[Try it]: If a line in the data below contains the word "meet", copy it out.

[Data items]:
-------

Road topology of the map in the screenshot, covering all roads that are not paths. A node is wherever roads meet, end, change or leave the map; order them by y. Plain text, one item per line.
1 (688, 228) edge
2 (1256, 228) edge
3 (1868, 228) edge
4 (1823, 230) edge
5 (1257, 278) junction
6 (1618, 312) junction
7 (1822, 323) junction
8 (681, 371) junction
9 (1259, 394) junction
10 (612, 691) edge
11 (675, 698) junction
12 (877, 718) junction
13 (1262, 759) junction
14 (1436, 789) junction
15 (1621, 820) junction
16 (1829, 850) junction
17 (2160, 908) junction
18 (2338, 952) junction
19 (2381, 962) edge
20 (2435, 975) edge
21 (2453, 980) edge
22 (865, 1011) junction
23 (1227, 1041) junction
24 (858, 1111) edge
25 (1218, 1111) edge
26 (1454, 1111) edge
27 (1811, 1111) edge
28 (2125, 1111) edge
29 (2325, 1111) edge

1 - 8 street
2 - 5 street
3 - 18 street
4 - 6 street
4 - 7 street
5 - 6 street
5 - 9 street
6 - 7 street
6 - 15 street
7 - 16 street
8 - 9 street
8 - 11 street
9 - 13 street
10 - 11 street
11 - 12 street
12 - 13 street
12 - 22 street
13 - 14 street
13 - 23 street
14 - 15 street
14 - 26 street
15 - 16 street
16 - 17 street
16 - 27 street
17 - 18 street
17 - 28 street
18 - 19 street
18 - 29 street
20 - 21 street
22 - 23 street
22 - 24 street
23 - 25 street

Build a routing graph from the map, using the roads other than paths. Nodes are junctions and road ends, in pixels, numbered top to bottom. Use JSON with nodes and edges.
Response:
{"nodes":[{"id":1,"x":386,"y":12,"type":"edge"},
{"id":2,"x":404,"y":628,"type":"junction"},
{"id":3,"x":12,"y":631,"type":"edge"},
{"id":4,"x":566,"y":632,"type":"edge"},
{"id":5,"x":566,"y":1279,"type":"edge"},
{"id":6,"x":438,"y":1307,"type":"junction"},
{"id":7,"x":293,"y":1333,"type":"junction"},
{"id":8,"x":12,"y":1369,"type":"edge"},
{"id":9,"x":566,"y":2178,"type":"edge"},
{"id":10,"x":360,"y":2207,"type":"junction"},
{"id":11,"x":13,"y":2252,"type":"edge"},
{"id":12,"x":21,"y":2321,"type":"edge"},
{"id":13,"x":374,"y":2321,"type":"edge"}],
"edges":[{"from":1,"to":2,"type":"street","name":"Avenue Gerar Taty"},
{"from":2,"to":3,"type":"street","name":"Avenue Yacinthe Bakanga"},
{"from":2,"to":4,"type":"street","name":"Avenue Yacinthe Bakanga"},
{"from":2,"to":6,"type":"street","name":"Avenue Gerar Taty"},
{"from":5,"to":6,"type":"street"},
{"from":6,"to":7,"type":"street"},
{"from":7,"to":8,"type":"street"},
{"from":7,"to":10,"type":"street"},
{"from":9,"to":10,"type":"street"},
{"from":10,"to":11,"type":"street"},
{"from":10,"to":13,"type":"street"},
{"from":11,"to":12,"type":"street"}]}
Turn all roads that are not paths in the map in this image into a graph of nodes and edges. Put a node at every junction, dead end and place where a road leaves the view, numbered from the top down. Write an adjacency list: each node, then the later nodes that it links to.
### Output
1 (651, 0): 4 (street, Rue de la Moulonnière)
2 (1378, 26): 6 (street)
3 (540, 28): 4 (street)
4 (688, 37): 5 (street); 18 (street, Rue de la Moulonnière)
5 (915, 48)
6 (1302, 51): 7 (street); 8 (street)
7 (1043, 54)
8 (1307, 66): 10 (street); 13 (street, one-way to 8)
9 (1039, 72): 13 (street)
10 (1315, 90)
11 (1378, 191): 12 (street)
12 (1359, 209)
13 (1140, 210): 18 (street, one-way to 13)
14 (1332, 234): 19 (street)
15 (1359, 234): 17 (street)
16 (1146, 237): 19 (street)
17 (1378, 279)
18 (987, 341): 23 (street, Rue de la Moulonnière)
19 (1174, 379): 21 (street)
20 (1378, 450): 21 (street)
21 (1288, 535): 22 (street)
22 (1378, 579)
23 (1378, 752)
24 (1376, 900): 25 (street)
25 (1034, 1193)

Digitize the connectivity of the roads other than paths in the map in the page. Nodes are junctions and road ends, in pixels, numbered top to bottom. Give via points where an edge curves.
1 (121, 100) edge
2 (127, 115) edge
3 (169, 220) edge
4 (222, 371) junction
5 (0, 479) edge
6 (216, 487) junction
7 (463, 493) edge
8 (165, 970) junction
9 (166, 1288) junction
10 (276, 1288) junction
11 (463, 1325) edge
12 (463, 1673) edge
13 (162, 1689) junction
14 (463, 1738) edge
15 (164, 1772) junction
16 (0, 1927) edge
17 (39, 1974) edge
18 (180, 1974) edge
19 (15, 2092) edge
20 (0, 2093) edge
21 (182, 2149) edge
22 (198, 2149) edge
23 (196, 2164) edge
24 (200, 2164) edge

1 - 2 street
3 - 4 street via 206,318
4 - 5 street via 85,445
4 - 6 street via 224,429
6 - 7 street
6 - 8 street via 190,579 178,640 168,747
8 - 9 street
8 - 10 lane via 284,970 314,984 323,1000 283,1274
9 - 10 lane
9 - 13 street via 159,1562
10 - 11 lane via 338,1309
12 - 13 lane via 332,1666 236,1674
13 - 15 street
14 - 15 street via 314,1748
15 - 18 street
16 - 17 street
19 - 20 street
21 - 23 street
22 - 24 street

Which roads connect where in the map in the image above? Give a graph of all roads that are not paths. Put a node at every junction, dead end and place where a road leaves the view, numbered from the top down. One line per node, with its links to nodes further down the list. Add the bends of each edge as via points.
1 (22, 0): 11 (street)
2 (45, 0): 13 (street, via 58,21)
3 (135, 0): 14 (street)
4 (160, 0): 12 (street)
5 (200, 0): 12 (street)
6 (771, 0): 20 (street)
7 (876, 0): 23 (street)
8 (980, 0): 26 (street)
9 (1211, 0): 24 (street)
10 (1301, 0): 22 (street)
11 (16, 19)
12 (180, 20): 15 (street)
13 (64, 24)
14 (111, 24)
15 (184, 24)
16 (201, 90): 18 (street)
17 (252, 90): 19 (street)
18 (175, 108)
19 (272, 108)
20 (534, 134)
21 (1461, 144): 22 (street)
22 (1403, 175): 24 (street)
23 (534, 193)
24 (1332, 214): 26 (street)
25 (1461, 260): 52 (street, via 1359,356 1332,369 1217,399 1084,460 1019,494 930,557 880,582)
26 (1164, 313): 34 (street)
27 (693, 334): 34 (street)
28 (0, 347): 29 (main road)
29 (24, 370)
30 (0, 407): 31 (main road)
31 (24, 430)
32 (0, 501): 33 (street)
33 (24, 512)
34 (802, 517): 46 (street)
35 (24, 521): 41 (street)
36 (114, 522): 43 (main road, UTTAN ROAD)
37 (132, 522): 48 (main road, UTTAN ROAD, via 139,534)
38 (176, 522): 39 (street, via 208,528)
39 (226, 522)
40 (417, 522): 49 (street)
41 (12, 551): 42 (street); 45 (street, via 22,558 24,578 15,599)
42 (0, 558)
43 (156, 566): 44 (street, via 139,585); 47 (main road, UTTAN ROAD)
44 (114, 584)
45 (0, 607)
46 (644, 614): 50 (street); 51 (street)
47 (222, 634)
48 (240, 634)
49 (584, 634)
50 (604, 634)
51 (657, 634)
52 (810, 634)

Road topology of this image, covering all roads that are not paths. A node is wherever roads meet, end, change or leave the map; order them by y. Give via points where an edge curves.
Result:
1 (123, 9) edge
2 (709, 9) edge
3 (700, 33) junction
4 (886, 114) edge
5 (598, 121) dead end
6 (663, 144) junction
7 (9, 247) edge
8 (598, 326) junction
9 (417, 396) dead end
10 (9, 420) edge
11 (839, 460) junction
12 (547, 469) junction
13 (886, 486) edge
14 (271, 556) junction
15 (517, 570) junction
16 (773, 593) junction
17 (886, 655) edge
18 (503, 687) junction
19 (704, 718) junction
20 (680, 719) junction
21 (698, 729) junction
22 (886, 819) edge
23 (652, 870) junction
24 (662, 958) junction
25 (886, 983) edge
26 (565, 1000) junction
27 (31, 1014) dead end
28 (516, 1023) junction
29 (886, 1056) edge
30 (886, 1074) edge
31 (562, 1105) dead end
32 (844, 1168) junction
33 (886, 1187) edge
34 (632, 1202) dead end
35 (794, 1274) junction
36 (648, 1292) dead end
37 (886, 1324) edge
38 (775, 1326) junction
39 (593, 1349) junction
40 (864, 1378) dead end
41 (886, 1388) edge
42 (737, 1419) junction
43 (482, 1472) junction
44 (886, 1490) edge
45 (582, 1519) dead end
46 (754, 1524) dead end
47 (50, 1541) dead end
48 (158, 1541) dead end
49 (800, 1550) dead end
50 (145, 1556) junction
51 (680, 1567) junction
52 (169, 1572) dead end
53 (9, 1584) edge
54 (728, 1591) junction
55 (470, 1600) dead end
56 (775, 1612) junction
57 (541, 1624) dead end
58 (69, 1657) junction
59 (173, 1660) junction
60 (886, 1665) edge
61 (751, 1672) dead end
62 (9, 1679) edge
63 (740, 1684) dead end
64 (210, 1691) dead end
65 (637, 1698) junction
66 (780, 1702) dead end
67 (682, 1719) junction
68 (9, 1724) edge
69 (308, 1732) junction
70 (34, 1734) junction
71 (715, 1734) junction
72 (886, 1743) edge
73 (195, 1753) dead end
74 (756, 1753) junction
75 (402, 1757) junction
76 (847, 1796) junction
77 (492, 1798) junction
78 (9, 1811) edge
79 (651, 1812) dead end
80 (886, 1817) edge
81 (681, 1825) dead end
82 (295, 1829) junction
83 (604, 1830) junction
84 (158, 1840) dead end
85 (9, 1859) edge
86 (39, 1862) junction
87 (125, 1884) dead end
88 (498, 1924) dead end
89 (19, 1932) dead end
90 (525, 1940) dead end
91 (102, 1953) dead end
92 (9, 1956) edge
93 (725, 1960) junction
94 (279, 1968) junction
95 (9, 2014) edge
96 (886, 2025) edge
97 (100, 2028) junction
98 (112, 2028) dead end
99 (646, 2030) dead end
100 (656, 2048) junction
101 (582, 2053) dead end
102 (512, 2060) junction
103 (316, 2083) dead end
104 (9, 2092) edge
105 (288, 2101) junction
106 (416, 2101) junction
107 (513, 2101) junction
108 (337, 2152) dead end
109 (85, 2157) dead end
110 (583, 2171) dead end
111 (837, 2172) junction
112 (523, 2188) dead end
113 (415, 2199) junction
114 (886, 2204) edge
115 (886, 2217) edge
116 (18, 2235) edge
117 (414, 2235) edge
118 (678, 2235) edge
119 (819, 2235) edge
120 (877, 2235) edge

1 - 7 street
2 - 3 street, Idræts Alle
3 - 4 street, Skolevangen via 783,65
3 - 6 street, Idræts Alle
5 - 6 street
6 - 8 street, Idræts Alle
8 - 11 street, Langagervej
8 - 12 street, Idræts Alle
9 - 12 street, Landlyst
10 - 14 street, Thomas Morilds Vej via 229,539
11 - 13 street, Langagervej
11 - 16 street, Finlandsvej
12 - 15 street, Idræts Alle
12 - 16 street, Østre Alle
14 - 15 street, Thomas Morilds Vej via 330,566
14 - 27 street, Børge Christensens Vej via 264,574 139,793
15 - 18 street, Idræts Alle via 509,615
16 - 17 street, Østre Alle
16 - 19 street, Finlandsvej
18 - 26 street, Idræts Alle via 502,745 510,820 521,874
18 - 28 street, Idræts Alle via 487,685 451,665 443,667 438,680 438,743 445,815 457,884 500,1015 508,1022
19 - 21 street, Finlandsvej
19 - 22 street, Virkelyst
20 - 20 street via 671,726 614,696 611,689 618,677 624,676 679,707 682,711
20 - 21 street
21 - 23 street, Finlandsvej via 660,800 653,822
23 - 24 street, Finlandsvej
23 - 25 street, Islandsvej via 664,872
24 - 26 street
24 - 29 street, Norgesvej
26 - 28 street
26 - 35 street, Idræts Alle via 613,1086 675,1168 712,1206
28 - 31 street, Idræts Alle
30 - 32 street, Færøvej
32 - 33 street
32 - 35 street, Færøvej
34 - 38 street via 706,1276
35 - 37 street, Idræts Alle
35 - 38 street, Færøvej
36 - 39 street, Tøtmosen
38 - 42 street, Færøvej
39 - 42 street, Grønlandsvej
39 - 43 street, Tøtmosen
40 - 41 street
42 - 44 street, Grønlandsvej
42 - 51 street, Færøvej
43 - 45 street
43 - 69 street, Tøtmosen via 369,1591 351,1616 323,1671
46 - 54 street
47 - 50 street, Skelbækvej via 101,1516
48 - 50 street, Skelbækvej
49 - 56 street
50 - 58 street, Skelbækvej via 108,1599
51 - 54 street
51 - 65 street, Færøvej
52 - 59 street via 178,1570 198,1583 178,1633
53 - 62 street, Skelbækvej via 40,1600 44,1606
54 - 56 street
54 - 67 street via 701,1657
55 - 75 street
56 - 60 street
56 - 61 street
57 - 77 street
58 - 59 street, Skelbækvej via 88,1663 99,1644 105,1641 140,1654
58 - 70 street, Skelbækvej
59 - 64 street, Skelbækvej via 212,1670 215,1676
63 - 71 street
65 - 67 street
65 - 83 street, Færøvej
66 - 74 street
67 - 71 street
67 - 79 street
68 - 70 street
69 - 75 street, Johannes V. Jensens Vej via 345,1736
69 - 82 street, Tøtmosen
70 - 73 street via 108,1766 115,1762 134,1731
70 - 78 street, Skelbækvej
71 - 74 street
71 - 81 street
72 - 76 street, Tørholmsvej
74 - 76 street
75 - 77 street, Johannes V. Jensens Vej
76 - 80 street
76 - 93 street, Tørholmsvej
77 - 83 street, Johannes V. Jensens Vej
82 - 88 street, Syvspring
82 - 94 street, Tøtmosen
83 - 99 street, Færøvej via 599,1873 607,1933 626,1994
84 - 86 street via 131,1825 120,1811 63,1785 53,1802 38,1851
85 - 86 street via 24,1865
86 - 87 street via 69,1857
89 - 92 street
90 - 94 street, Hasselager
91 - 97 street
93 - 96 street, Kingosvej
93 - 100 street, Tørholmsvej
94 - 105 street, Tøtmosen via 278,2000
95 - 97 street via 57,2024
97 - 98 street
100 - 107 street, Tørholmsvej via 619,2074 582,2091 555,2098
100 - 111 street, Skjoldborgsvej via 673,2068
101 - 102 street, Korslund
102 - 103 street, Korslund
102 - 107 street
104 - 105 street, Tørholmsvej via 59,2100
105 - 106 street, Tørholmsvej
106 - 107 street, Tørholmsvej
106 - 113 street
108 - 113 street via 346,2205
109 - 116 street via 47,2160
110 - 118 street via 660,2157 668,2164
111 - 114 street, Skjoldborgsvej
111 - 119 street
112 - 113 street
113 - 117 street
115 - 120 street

-------

[Output of the exercise]:
Road topology of the map in the screenshot, covering all roads that are not paths. A node is wherever roads meet, end, change or leave the map; order them by y. Plain text, one item per line.
Road topology of this image, covering all roads that are not paths. A node is wherever roads meet, end, change or leave the map; order them by y. Give via points where an edge curves.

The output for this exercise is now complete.